The argument that it would reduce the determination of the soldiers was countered by the fact that Australia had always made it clear when it joined the war effort that none of its men would be executed for these crimes. No Australians were shot for cowardice or desertion, but it was clear that their troops had been as effective as any others in the war. Thurtle continued to be involved in ex-servicemen's associations.

At the Labour Party conference in 1923, Thurtle supported two republican motions.
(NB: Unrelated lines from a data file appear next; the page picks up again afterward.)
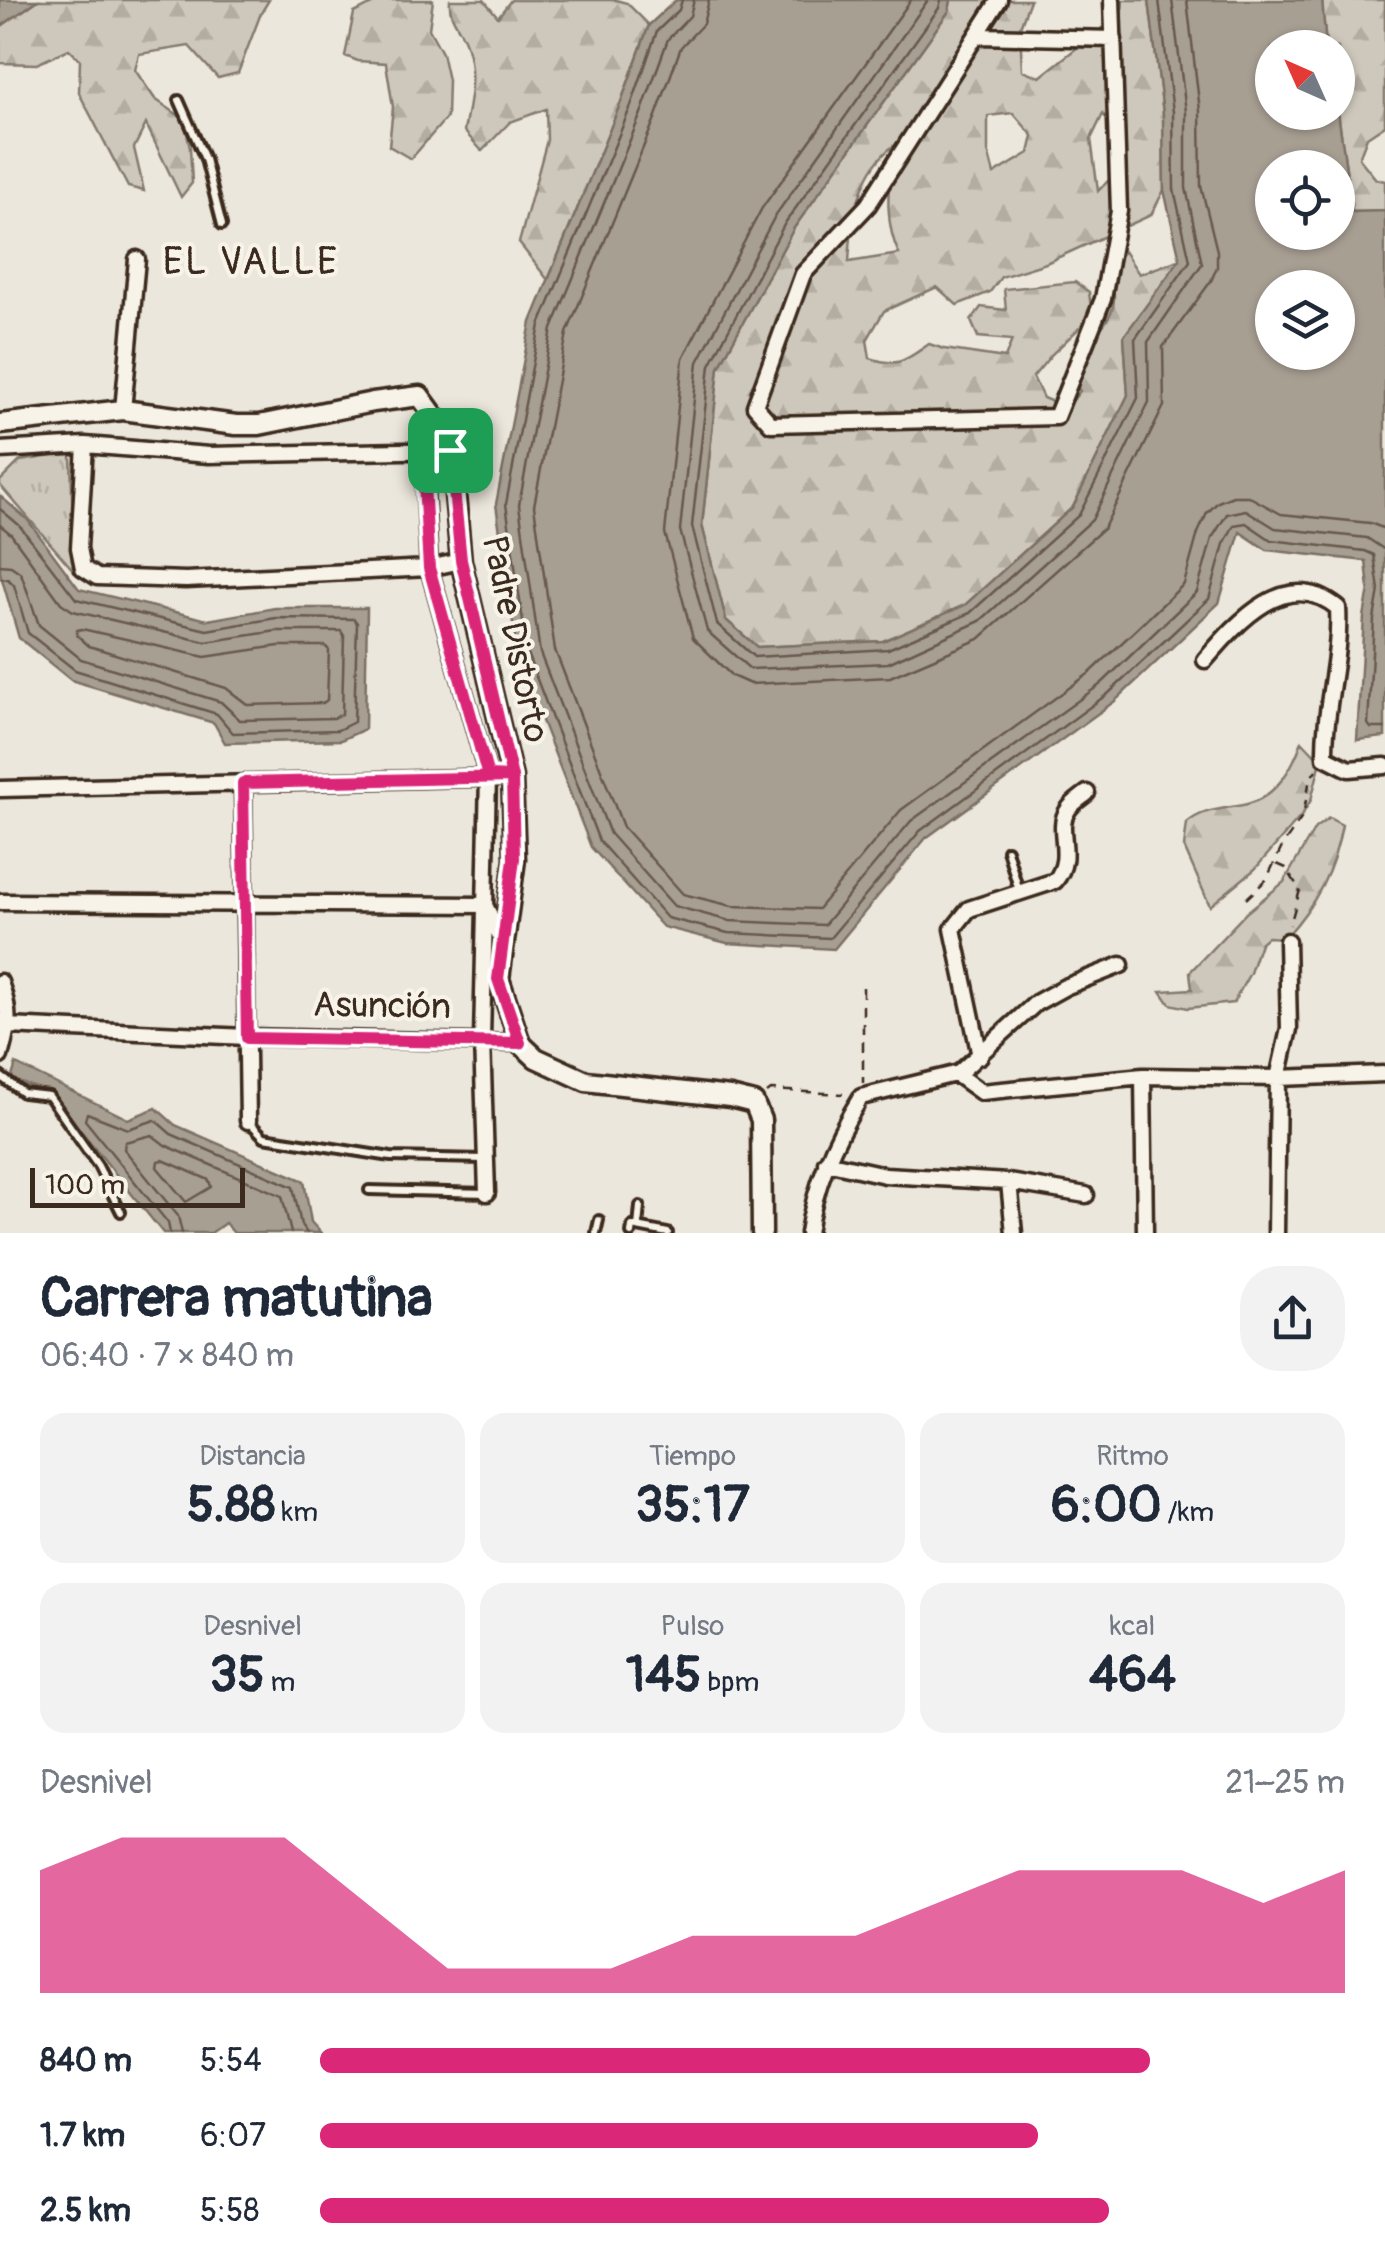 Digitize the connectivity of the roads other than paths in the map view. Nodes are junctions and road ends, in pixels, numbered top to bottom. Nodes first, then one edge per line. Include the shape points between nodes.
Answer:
1 (998, 0) edge
2 (1112, 0) edge
3 (978, 36) junction
4 (1114, 39) junction
5 (179, 100) dead end
6 (222, 225) dead end
7 (137, 259) dead end
8 (123, 410) junction
9 (0, 424) edge
10 (85, 446) junction
11 (0, 450) edge
12 (422, 450) junction
13 (450, 450) junction
14 (461, 560) junction
15 (429, 568) junction
16 (1206, 660) dead end
17 (1385, 766) edge
18 (488, 776) junction
19 (512, 777) junction
20 (243, 783) junction
21 (0, 788) edge
22 (1087, 793) dead end
23 (1007, 850) dead end
24 (1020, 892) junction
25 (0, 902) edge
26 (247, 906) junction
27 (484, 906) junction
28 (502, 940) junction
29 (1286, 941) road end
30 (1120, 966) dead end
31 (0, 982) edge
32 (8, 1026) junction
33 (247, 1038) junction
34 (482, 1040) junction
35 (520, 1043) junction
36 (0, 1056) edge
37 (980, 1056) junction
38 (956, 1074) junction
39 (1385, 1074) edge
40 (0, 1076) edge
41 (1142, 1076) junction
42 (1278, 1078) junction
43 (248, 1121) joint
44 (486, 1159) junction
45 (826, 1162) junction
46 (1009, 1182) junction
47 (369, 1190) dead end
48 (487, 1193) joint
49 (1086, 1195) dead end
50 (640, 1206) dead end
51 (121, 1212) dead end
52 (599, 1220) dead end
53 (638, 1227) junction
54 (596, 1233) edge
55 (631, 1233) edge
56 (668, 1233) edge
57 (762, 1233) edge
58 (808, 1233) edge
59 (1014, 1233) edge
60 (1145, 1233) edge
61 (1276, 1233) edge

1 - 3 street
2 - 4 street
3 - 4 street
3 - 4 street via 868,205 803,274 755,406 771,424 1056,417 1103,299 1118,212
5 - 6 lane via 205,159
7 - 8 street
8 - 9 street
8 - 13 street, Padre Distorto via 259,425 420,396
10 - 11 street
10 - 12 street via 209,455
10 - 15 street via 79,548 83,568 97,577 186,580
12 - 13 street
12 - 15 street, Padre Distorto
13 - 14 street, Padre Distorto
14 - 15 street
14 - 19 street, Padre Distorto
15 - 18 street, Padre Distorto
16 - 17 street via 1258,605 1280,596 1326,598 1338,608 1340,630 1326,757 1350,769
18 - 19 street
18 - 20 street
18 - 27 street, Padre Distorto
19 - 28 street, Padre Distorto via 514,859
20 - 21 street
20 - 26 street
22 - 24 street via 1064,820 1064,870 1055,881
23 - 24 lane
24 - 37 street via 969,909 953,929
25 - 26 street
26 - 27 street
26 - 33 street
27 - 28 street
27 - 34 street, Padre Distorto
28 - 35 street, Padre Distorto via 498,979
29 - 42 street via 1289,1029
30 - 37 street via 1036,1003
31 - 32 street
32 - 33 street, Asunción
32 - 36 street
33 - 34 street, Asunción
33 - 43 street
34 - 35 street, Asunción
34 - 44 street, Padre Distorto
35 - 57 street, Asunción via 536,1058 586,1081 758,1112
37 - 38 street
38 - 41 street via 981,1092
38 - 45 street via 862,1097
39 - 42 street
40 - 51 lane via 23,1092 49,1096
41 - 42 street
41 - 60 street
42 - 61 street
43 - 44 lane via 264,1137 282,1140 391,1157
44 - 48 street, Padre Distorto
45 - 46 street via 885,1175
45 - 58 street
46 - 49 street
46 - 59 street
47 - 48 lane
50 - 53 lane
52 - 54 lane
53 - 55 lane
53 - 56 lane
The first stated "that the Royal Family is no longer a necessary party of the British constitution" and the second was "that the hereditary principle in the British Constitution be abolished".

Thurtle was a Parliamentary Private Secretary to the Minister of Pensions in 1924, a Labour whip from 1930 to 1931 and a junior minister at the Ministry of Information from 1941 to 1945. He was also a journalist and author.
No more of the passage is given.